| Work order |
The answer must be every line of the data that holds the word "dead".

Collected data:
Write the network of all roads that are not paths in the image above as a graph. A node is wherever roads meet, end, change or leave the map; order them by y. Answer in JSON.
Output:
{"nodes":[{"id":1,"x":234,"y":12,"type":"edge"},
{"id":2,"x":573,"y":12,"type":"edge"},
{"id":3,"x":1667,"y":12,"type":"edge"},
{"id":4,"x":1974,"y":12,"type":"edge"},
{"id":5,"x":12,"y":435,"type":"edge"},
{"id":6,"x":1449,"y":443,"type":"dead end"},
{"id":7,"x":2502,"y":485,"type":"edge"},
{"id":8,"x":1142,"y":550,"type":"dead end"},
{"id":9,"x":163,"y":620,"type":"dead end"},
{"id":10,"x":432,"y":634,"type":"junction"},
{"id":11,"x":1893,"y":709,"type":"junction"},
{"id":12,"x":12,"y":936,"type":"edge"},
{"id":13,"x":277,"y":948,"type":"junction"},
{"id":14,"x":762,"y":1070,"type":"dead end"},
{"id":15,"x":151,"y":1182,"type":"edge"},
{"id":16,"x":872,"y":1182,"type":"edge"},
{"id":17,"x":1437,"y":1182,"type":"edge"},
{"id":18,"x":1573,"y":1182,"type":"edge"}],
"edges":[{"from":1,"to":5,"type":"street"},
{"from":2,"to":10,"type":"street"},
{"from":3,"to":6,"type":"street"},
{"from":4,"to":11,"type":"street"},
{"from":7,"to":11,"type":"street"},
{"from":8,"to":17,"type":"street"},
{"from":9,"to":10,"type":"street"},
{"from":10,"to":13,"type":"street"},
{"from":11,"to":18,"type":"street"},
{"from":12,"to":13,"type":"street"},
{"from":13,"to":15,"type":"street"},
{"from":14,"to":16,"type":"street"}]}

| Solution for this exercise |
{"id":6,"x":1449,"y":443,"type":"dead end"},
{"id":8,"x":1142,"y":550,"type":"dead end"},
{"id":9,"x":163,"y":620,"type":"dead end"},
{"id":14,"x":762,"y":1070,"type":"dead end"},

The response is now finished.